## What needs to be done
Gather all lines with "highway" from the records.

## Supplied information
== Segment start ==
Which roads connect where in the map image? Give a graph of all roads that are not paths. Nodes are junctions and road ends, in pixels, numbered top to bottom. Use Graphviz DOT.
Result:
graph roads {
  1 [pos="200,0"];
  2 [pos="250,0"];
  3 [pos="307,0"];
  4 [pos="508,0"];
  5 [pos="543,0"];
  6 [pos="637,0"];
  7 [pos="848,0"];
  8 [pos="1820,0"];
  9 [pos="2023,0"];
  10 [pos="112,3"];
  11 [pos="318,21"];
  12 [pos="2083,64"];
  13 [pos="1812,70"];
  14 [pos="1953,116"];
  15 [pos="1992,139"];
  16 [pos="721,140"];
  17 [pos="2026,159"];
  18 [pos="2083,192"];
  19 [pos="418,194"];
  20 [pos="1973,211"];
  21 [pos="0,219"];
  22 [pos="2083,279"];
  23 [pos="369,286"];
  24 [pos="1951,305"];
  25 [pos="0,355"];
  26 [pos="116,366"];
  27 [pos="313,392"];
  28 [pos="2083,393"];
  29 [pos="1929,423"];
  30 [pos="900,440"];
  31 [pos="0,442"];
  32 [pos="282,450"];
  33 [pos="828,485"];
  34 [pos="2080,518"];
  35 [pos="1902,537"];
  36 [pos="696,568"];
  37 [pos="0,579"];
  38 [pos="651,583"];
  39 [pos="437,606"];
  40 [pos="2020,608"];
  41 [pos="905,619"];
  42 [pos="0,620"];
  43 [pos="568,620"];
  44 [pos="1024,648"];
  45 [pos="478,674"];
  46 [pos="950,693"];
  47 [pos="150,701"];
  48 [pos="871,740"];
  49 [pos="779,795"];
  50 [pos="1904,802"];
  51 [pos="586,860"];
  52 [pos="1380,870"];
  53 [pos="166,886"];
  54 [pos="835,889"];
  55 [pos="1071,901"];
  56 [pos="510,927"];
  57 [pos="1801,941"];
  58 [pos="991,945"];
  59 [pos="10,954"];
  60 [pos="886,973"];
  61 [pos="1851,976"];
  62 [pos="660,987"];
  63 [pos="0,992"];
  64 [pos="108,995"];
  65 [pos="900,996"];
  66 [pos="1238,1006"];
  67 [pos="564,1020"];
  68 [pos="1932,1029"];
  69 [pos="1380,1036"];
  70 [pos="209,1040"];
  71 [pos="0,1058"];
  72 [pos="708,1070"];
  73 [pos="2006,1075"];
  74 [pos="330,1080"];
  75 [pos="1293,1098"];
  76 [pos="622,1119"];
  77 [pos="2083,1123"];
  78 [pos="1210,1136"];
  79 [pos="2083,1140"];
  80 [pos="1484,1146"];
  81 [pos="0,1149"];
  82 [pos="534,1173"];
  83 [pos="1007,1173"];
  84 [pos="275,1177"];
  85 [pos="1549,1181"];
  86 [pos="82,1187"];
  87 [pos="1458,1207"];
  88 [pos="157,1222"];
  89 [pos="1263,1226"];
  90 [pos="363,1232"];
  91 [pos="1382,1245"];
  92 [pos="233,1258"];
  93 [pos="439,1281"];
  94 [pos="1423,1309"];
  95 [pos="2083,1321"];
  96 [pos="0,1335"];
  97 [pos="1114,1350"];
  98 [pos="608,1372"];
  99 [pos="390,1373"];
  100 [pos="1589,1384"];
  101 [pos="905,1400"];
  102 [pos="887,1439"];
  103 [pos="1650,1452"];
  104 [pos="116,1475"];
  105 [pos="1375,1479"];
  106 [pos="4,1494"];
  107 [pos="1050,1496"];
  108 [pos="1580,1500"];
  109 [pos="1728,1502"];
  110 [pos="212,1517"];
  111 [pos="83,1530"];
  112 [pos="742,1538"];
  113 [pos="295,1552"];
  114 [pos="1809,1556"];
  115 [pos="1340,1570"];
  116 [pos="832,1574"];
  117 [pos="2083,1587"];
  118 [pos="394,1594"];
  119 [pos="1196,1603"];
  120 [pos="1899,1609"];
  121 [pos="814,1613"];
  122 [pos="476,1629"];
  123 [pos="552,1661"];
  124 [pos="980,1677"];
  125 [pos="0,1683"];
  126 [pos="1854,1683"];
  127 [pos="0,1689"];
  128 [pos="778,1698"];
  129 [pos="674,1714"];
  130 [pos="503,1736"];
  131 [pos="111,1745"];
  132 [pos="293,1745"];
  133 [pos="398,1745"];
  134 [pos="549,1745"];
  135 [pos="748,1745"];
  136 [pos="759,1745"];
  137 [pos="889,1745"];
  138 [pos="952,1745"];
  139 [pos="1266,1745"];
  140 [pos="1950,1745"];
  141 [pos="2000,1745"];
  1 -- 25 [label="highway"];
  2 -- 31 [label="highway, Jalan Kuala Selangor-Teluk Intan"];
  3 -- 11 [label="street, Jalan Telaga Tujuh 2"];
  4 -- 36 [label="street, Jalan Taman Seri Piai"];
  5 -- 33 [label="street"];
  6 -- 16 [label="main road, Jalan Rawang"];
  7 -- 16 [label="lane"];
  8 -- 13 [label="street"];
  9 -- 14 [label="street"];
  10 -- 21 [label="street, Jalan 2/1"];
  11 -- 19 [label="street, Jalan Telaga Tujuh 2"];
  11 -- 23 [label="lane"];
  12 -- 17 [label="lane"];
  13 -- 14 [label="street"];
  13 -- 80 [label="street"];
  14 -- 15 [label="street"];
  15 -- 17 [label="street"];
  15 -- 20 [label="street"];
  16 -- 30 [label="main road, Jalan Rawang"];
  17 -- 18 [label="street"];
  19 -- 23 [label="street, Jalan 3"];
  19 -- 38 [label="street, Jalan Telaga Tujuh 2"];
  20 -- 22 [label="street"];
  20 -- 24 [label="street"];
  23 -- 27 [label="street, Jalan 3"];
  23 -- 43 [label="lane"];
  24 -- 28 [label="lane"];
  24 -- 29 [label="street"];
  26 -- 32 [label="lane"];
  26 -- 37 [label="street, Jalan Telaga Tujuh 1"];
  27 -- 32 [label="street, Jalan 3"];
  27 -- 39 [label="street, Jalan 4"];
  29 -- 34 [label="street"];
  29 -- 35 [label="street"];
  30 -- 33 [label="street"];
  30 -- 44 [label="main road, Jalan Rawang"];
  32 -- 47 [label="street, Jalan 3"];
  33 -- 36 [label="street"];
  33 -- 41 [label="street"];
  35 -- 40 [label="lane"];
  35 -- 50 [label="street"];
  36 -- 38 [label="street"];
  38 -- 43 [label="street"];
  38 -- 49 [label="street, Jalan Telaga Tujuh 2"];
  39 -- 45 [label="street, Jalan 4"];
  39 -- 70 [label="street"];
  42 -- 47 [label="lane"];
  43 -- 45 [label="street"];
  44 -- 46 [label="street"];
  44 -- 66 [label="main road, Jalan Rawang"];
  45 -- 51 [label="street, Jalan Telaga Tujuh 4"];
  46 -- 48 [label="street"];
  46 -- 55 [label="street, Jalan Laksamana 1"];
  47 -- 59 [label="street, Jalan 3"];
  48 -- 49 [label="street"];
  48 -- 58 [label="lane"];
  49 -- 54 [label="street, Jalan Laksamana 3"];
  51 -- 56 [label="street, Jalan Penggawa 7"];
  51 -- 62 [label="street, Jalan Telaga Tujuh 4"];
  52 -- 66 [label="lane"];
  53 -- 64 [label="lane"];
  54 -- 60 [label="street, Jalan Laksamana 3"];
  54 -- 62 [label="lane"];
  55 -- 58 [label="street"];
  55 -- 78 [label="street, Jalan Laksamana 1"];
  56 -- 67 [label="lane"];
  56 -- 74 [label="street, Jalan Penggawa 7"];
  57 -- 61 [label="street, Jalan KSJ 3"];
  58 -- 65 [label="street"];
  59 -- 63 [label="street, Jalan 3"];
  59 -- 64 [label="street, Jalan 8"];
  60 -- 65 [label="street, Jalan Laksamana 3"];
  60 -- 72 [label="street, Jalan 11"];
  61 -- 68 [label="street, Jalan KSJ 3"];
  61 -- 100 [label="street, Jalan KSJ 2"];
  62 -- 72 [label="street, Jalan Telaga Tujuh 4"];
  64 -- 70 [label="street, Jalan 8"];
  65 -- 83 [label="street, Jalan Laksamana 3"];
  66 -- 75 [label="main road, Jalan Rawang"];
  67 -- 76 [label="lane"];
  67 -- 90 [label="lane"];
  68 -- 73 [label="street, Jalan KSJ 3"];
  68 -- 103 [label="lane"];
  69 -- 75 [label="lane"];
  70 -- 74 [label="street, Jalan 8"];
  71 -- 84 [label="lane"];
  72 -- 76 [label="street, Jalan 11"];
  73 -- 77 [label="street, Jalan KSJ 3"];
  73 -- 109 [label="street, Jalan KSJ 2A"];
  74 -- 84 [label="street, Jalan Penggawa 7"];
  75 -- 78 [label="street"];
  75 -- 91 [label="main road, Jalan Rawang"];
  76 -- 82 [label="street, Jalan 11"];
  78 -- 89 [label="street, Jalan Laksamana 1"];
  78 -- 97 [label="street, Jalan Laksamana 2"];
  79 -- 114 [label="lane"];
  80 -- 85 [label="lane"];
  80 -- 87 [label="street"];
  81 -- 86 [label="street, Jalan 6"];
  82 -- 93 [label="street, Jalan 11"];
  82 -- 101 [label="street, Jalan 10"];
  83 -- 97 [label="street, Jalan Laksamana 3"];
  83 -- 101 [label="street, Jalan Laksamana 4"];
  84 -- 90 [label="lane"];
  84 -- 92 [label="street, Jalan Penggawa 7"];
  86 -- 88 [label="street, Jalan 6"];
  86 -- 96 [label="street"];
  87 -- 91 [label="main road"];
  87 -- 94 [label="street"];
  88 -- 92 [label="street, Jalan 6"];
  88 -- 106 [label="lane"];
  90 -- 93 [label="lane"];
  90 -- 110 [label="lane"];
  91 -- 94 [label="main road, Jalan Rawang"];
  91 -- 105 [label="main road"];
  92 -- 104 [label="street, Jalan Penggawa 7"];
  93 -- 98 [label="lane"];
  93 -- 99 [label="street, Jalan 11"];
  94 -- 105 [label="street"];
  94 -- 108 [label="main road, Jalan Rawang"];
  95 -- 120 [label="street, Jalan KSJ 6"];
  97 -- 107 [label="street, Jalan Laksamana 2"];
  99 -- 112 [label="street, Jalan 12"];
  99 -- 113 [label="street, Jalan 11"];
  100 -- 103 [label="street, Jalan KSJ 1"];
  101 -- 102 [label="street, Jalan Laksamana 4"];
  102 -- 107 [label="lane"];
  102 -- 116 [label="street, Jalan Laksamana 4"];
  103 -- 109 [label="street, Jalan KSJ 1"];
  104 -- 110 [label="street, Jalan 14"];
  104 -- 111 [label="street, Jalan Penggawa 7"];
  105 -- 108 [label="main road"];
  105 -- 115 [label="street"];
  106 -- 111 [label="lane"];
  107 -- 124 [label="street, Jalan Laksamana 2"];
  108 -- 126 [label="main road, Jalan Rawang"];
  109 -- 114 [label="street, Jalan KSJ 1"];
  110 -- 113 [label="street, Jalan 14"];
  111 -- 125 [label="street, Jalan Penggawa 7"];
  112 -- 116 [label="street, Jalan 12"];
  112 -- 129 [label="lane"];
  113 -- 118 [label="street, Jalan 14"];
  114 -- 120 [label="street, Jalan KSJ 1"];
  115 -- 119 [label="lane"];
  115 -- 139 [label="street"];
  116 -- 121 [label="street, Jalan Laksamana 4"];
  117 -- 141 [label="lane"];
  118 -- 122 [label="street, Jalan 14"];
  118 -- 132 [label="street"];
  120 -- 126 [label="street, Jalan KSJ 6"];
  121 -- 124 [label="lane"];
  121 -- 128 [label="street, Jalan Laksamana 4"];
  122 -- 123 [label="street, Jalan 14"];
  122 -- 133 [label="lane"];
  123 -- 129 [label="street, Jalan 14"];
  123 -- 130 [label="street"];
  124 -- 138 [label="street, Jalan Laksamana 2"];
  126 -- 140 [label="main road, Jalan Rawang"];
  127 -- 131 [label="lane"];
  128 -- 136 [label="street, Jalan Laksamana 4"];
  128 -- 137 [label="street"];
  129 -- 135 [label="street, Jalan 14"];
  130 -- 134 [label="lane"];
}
== Segment end ==
## Result for this exercise
  1 -- 25 [label="highway"];
  2 -- 31 [label="highway, Jalan Kuala Selangor-Teluk Intan"];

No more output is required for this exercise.